El juicio contra Cristian “Pity” Álvarez por el homicidio de Cristian Maximiliano Díaz continúa suspendido y todavía no tiene una fecha confirmada para su reanudación. Sin embargo, este martes se produjo un avance clave para definir cómo seguirá el proceso.

La Cámara Nacional de Casación en lo Criminal y Correccional sorteó al juez Gustavo Bruzzone, titular de la Vocalía N°2, para que analice de manera unipersonal la recusación presentada por la defensa del músico contra los integrantes del Tribunal Oral en lo Criminal y Correccional N°29.

Aunque aún no existe una convocatoria oficial, algunas fuentes vinculadas al caso estiman que, si Casación resuelve rápidamente, el debate podría retomarse el lunes o el miércoles de la próxima semana.

La demora tiene un punto especialmente sensible. Fuentes del expediente indicaron que existe un límite de diez días hábiles para mantener interrumpido un juicio. Si ese plazo se supera, podría abrirse una discusión sobre la validez de todo lo actuado.

La defensa sostiene además que hay controversia sobre desde cuándo debe contarse ese período. Una posibilidad es tomar como inicio el 2 de septiembre, cuando Álvarez sufrió una descompensación y la audiencia terminó anticipadamente. Otra es considerar el 7 de septiembre, día en que la recusación contra los jueces provocó la nueva suspensión.

“Si el juicio se para más de diez días, se cae”, sostuvo una fuente cercana a la defensa, aunque reconoció que existe una discusión jurídica sobre el momento exacto en que comienza a correr ese plazo.

El planteo que paralizó el debate

La última audiencia comenzó con un fuerte cruce entre la defensa, la fiscalía y el tribunal por el estado de salud del músico. Sus abogados Javier Baños y Sebastián Queijeiro volvieron a solicitar la suspensión y presentaron un estudio elaborado después de la descompensación sufrida por Álvarez.

Según Baños, el informe advertía sobre “un consumo anárquico de medicamentos que representa un riesgo para su salud psicofísica”, además de mencionar un posible “riesgo de vida” y recomendar que evitara situaciones de sobrecarga cognitiva.

El fiscal Sandro Abraldes se opuso al pedido y afirmó que no había novedades que justificaran volver a analizar si Álvarez estaba en condiciones de afrontar el juicio. “A la defensa no le gusta que este juicio se haga”, sostuvo.

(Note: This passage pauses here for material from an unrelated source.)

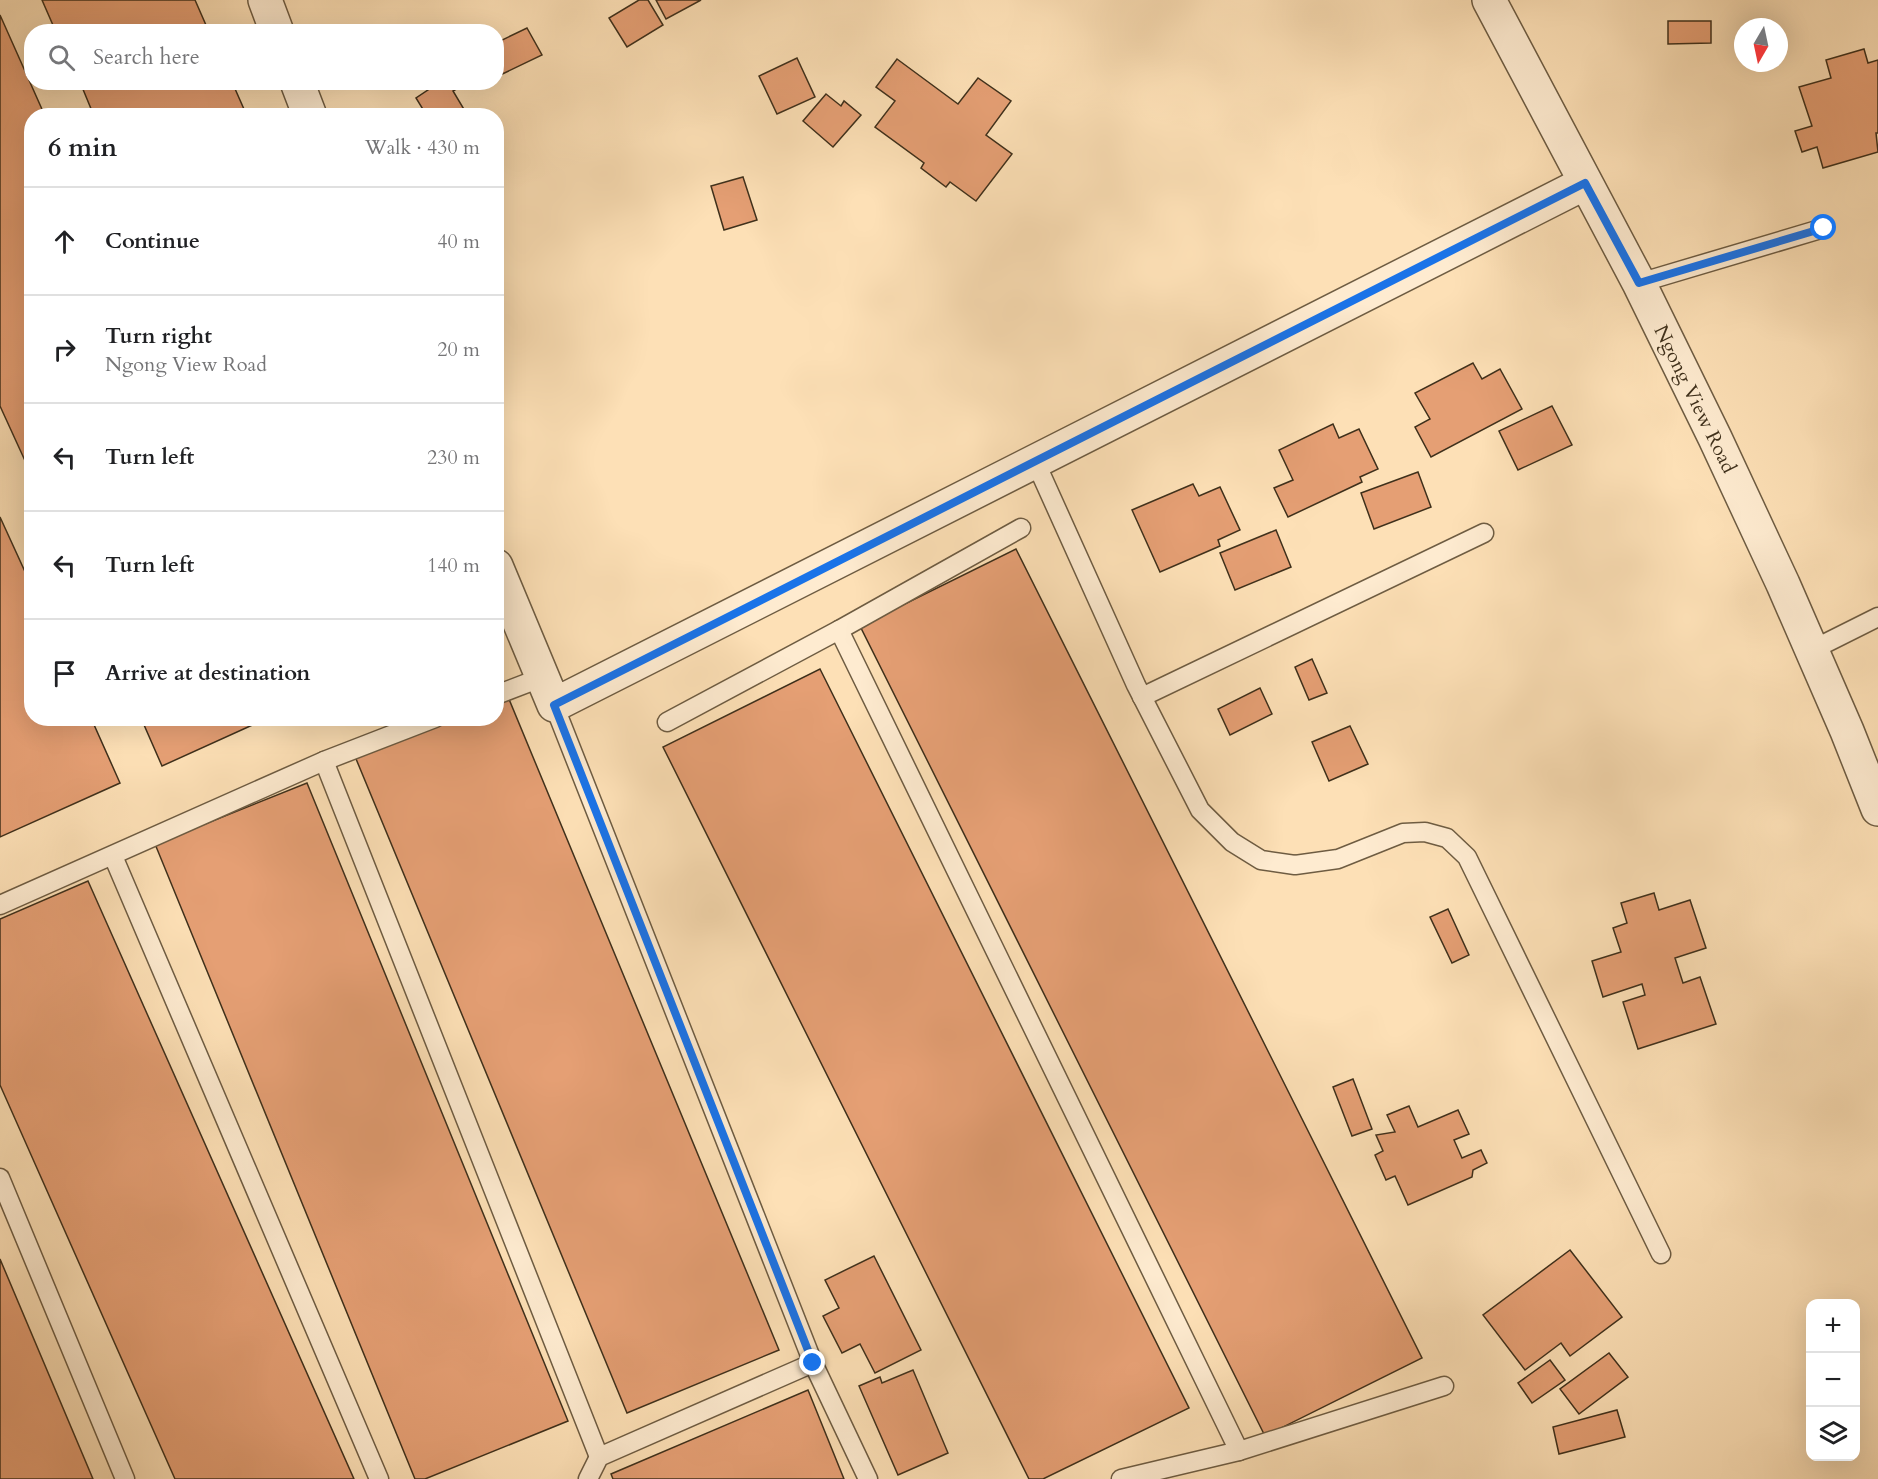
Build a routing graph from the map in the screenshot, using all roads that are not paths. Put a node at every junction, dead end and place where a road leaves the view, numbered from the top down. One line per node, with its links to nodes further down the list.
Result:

El tribunal rechazó la suspensión. Su presidente, Gustavo Goerner, consideró que la descompensación no modificaba las evaluaciones previas sobre la capacidad del acusado y cuestionó la reiteración de planteos.

“Curiosamente, cuando cambió la defensa, la situación de Álvarez pareció agravarse”, expresó el magistrado.

Cuando estaban por comenzar las declaraciones de los testigos, la defensa solicitó apartar al fiscal y a los tres jueces del tribunal. Ambas recusaciones fueron rechazadas inicialmente, pero el planteo contra los magistrados debió ser remitido a Casación para su revisión.

Por ese motivo, la audiencia quedó suspendida y ninguno de los testigos convocados llegó a declarar.

Uno de los argumentos de la defensa apunta a lo ocurrido durante la descompensación del músico el 2 de septiembre. Baños aseguró que integrantes de la defensa quedaron fuera de la sala mientras los jueces y el fiscal permanecían en el interior, situación que, según su postura, pudo vulnerar “el principio de igualdad de armas”.

Goerner rechazó esa interpretación y sostuvo que el tribunal no había advertido que los abogados hubieran sido impedidos de ingresar.

La defensa analiza ahora presentar como testigos a letrados que aseguran haber presenciado aquel episodio. Mientras tanto, Bruzzone deberá decidir si existen motivos para apartar a los jueces del TOC N°29 o si corresponde rechazar la recusación y permitir que el juicio continúe.